Data for processing

• • • • •

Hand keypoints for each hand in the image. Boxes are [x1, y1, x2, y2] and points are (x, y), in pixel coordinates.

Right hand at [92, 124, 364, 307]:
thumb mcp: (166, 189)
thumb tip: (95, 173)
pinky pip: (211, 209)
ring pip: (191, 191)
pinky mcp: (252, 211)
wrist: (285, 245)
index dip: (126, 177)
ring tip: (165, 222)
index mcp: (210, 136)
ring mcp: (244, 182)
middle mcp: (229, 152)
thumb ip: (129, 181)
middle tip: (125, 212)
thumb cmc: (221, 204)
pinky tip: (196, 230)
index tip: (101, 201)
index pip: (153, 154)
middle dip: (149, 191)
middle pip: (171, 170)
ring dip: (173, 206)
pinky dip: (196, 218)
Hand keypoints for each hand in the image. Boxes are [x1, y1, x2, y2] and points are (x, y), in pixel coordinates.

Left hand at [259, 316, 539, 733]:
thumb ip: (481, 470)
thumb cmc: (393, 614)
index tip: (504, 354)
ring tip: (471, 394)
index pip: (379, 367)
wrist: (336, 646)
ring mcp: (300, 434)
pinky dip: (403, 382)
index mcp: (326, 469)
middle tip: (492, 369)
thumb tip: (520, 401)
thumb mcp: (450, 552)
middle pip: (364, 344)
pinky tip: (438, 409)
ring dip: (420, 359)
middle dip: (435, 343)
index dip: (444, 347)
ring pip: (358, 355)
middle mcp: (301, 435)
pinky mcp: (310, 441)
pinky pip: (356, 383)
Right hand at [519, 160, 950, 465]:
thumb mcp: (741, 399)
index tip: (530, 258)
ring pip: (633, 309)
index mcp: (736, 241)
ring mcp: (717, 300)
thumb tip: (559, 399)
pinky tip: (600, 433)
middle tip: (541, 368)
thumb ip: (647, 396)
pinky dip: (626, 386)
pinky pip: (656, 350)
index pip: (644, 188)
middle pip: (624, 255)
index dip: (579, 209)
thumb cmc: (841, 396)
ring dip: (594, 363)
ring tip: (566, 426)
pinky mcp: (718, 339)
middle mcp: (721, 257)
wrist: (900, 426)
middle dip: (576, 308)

• • • • •

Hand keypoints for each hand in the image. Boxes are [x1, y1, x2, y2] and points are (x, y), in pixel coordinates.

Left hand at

• • • • •

The task
Starting with the line above that holds "middle tip: (492, 369)" and stopping with the line that holds "ring tip: (566, 426)", reproduce each line exactly, omitting all other lines.

Your solution
middle tip: (492, 369)
thumb tip: (520, 401)
thumb mcp: (450, 552)
middle pip: (364, 344)
pinky tip: (438, 409)
ring dip: (420, 359)
middle dip: (435, 343)
index dip: (444, 347)
ring pip: (358, 355)
middle mcp: (301, 435)
pinky mcp: (310, 441)
pinky pip: (356, 383)
Right hand at [519, 160, 950, 465]:
thumb mcp: (741, 399)
index tip: (530, 258)
ring pip: (633, 309)
index mcp: (736, 241)
ring mcp: (717, 300)
thumb tip: (559, 399)
pinky tip: (600, 433)
middle tip: (541, 368)
thumb ip: (647, 396)
pinky dip: (626, 386)
pinky pip: (656, 350)
index pip: (644, 188)
middle pip: (624, 255)
index dip: (579, 209)
thumb cmc: (841, 396)
ring dip: (594, 363)
ring tip: (566, 426)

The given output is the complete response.